Step 2: Build a Career
According to the BLS, job growth in environmental science is expected to hover around 11% between 2014 and 2024, with these prospects largely being awarded in the private sector. Environmental scientists can seek employment with private companies looking to comply with the Environmental Protection Agency's regulations while conducting research on their client's behalf on the environmental impact of their projects.
- Continue education in sustainability. With more and more social and political movements aimed at curbing climate change, environmental scientists are in a unique position to utilize their knowledge of common pollutants, toxins, and methods of increasing sustainability towards assisting organizations, private firms, and government agencies to reduce their resource consumption and carbon footprint.
Step 3: Consider a Graduate Degree
While a bachelor's degree is the base level of education needed for an environmental scientist job, some employers may prefer or require applicants to have graduate degrees. Graduate degrees may also be essential for advancement in the field.
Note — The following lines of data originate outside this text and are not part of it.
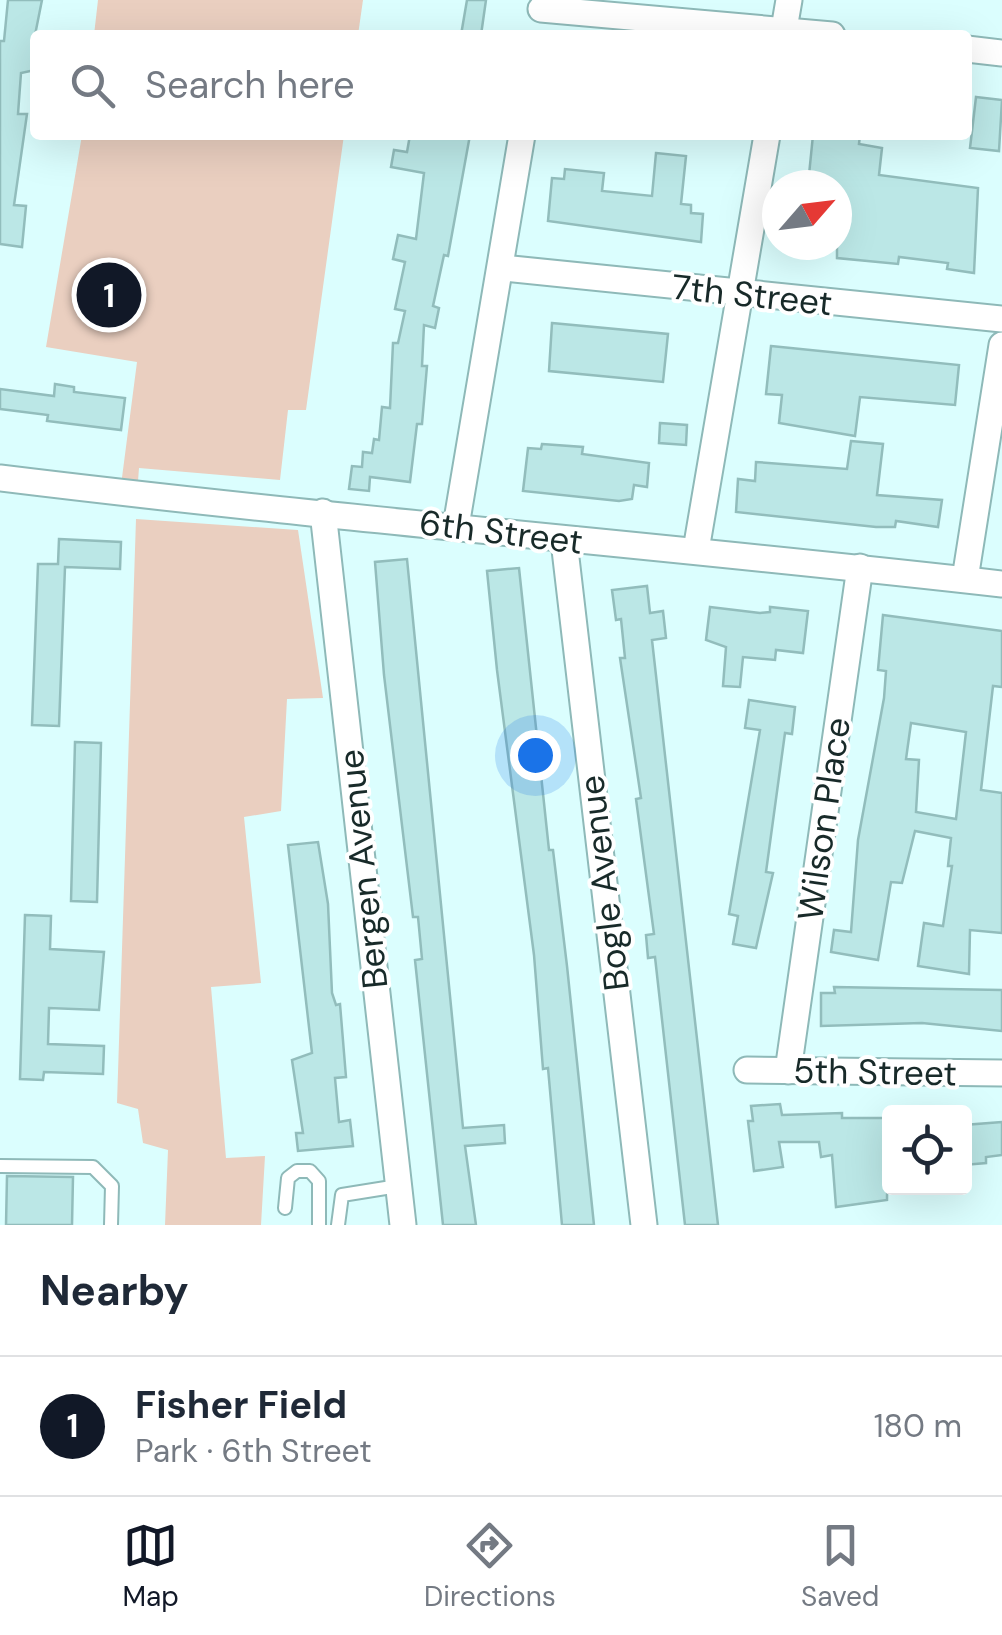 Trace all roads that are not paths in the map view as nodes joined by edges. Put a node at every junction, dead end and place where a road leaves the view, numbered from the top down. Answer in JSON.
{"nodes":[{"id":1,"x":790,"y":0,"type":"edge"},
{"id":2,"x":542,"y":4,"type":"edge"},
{"id":3,"x":538,"y":30,"type":"edge"},
{"id":4,"x":767,"y":30,"type":"edge"},
{"id":5,"x":784,"y":30,"type":"edge"},
{"id":6,"x":972,"y":49,"type":"edge"},
{"id":7,"x":1002,"y":52,"type":"edge"},
{"id":8,"x":521,"y":140,"type":"edge"},
{"id":9,"x":766,"y":140,"type":"edge"},
{"id":10,"x":502,"y":268,"type":"junction"},
{"id":11,"x":740,"y":294,"type":"junction"},
{"id":12,"x":1002,"y":320,"type":"edge"},
{"id":13,"x":1002,"y":344,"type":"edge"},
{"id":14,"x":0,"y":478,"type":"edge"},
{"id":15,"x":323,"y":512,"type":"junction"},
{"id":16,"x":456,"y":526,"type":"junction"},
{"id":17,"x":564,"y":542,"type":"junction"},
{"id":18,"x":696,"y":550,"type":"junction"},
{"id":19,"x":860,"y":568,"type":"junction"},
{"id":20,"x":965,"y":580,"type":"junction"},
{"id":21,"x":1002,"y":584,"type":"edge"},
{"id":22,"x":748,"y":1070,"type":"dead end"},
{"id":23,"x":788,"y":1071,"type":"junction"},
{"id":24,"x":1002,"y":1073,"type":"edge"},
{"id":25,"x":0,"y":1166,"type":"edge"},
{"id":26,"x":398,"y":1186,"type":"junction"},
{"id":27,"x":285,"y":1208,"type":"dead end"},
{"id":28,"x":111,"y":1225,"type":"edge"},
{"id":29,"x":319,"y":1225,"type":"edge"},
{"id":30,"x":338,"y":1225,"type":"edge"},
{"id":31,"x":402,"y":1225,"type":"edge"},
{"id":32,"x":644,"y":1225,"type":"edge"}],
"edges":[{"from":1,"to":5,"type":"street"},
{"from":2,"to":3,"type":"street"},
{"from":2,"to":4,"type":"street"},
{"from":6,"to":7,"type":"street"},
{"from":8,"to":10,"type":"street"},
{"from":9,"to":11,"type":"street"},
{"from":10,"to":11,"type":"street","name":"7th Street"},
{"from":10,"to":16,"type":"street"},
{"from":11,"to":12,"type":"street","name":"7th Street"},
{"from":11,"to":18,"type":"street"},
{"from":13,"to":20,"type":"street"},
{"from":14,"to":15,"type":"street","name":"6th Street"},
{"from":15,"to":16,"type":"street","name":"6th Street"},
{"from":15,"to":26,"type":"street","name":"Bergen Avenue"},
{"from":16,"to":17,"type":"street","name":"6th Street"},
{"from":17,"to":18,"type":"street","name":"6th Street"},
{"from":17,"to":32,"type":"street","name":"Bogle Avenue"},
{"from":18,"to":19,"type":"street","name":"6th Street"},
{"from":19,"to":20,"type":"street","name":"6th Street"},
{"from":19,"to":23,"type":"street","name":"Wilson Place"},
{"from":20,"to":21,"type":"street","name":"6th Street"},
{"from":22,"to":23,"type":"street","name":"5th Street"},
{"from":23,"to":24,"type":"street","name":"5th Street"},
{"from":25,"to":28,"type":"lane"},
{"from":26,"to":30,"type":"lane"},
{"from":26,"to":31,"type":"street","name":"Bergen Avenue"},
{"from":27,"to":29,"type":"lane"}]}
Students in master's degree programs are typically required to complete advanced coursework, as well as perform research and write a thesis based on this research.
Additionally, research management and education roles usually require a Ph.D. Graduate students seeking doctoral degrees work on independent research in an area of interest and write and defend a doctoral dissertation. They are also typically required to complete graduate-level coursework. Positions that combine teaching with research are available at many universities.
In summary, the steps to becoming an environmental scientist include enrolling in an undergraduate degree program and completing an internship, building a career and staying up-to-date on pollution management and sustainability, and considering earning a graduate degree in the field.